Surrogate baby denied US citizenship

According to Bionews, a US married couple has been told by the State Department that their surrogate daughter, born in the UK, is ineligible for US citizenship, despite the fact that they are both American citizens. It’s a noteworthy lesson for all US couples who use surrogacy or donor gametes to conceive outside the US.

The article states that James Mize was born and raised in the US, while Jonathan Gregg was born in the UK to an American mother and a British father, and has dual citizenship. Gregg moved from the UK to the US in 2014, the couple married in 2015 and now reside in Atlanta, Georgia.

Their daughter Simone was born in England in July 2018 following a gestational surrogacy arrangement with a friend and was conceived with a donated egg and Gregg’s sperm.

Following the birth of their daughter, Gregg and Mize discovered that it would be more difficult for them to obtain US citizenship for their daughter because only one of them was biologically connected to Simone. Since Mize was not biologically related to Simone, her birth was designated as ‘out of wedlock’ by US State Department, triggering stricter qualifying criteria relating to Gregg’s length of residence in the US. As Gregg had lived in the US for under five years prior to their application, he did not meet the qualifying threshold, and Simone’s citizenship application was denied.

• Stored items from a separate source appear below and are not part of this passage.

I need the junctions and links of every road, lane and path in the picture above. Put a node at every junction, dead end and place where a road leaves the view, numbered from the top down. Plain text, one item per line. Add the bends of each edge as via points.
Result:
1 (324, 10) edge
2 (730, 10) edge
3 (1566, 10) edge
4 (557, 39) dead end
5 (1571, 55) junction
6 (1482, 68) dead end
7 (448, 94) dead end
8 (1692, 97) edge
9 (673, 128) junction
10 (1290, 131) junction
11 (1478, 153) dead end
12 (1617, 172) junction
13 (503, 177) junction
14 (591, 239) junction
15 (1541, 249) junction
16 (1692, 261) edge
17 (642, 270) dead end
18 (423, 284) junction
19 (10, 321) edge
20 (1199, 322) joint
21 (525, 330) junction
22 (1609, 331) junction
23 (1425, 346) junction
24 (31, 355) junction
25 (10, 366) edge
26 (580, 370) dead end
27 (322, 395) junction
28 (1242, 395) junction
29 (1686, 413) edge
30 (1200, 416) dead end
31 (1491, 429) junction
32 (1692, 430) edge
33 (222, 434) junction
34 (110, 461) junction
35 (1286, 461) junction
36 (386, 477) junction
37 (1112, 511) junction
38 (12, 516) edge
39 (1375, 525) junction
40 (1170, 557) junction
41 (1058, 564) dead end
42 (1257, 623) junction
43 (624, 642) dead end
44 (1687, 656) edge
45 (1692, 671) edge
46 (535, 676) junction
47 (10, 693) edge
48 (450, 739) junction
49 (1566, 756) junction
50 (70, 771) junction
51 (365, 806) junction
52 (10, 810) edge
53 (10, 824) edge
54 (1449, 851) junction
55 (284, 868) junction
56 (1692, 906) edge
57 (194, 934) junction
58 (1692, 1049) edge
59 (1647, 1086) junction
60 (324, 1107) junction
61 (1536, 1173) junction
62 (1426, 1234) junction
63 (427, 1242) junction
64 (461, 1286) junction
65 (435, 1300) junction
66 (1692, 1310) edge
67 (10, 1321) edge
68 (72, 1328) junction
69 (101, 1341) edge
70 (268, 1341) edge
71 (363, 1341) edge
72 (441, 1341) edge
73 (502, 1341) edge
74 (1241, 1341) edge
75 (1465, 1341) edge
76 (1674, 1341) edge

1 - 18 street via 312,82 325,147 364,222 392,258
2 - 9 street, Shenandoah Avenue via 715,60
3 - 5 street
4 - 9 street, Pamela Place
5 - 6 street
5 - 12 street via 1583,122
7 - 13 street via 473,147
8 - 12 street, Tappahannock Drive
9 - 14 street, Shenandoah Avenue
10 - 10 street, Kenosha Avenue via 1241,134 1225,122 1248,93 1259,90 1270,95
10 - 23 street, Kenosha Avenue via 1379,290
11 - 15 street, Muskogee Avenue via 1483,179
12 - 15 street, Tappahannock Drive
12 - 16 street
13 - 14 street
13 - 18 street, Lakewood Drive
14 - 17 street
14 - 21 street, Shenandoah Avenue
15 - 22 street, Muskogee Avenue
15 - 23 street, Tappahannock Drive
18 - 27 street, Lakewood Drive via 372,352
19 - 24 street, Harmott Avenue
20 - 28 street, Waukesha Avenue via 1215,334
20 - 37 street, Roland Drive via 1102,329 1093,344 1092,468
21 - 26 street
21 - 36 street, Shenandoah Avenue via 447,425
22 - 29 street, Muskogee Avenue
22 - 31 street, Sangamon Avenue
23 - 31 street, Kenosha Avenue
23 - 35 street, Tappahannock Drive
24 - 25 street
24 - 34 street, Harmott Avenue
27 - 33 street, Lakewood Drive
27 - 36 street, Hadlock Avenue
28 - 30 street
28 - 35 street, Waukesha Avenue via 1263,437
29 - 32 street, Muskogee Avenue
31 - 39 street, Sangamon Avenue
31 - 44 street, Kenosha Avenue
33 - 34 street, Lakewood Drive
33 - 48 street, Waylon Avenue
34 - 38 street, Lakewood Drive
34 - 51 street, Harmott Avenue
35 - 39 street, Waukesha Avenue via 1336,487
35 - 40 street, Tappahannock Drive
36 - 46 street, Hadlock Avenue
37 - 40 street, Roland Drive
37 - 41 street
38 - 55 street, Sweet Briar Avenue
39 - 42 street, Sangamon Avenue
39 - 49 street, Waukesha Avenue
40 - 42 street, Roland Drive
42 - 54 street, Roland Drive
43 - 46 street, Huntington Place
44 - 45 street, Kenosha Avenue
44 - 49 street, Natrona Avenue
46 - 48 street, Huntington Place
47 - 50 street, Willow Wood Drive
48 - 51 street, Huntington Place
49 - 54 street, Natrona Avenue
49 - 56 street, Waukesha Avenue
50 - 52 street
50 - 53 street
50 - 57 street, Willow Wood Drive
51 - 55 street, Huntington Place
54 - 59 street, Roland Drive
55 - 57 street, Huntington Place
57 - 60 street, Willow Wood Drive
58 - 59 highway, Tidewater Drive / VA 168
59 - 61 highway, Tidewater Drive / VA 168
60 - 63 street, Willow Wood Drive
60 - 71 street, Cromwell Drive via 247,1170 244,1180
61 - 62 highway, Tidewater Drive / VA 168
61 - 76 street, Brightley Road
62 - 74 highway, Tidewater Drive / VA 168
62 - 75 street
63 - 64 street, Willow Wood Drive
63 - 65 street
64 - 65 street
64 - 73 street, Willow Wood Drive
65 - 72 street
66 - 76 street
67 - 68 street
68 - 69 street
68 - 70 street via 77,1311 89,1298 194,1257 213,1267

Simone is now living in the US under a travel visa, which Gregg and Mize must regularly return to the UK to renew.

The couple has filed a discrimination claim in federal court in Atlanta against the Secretary of State, Mike Pompeo. Their lawyers argue that the State Department’s policy unfairly impacts same-sex couples who have had fertility treatment overseas.

Children born outside of the US to married couples who are both citizens are automatically granted US citizenship if one parent has lived in the US. However, since Mize and Gregg are not both biologically related to Simone, the ‘out of wedlock’ criteria effectively invalidates their marriage for the purposes of their application, imposing more stringent residency requirements.

The State Department argues that the law is not discriminatory as it applies to all couples who use surrogacy or donor gametes to conceive outside the US. But in practice, the couple’s lawyers have argued, heterosexual couples do not come under the same level of scrutiny and are not usually asked to prove genetic relatedness to their child.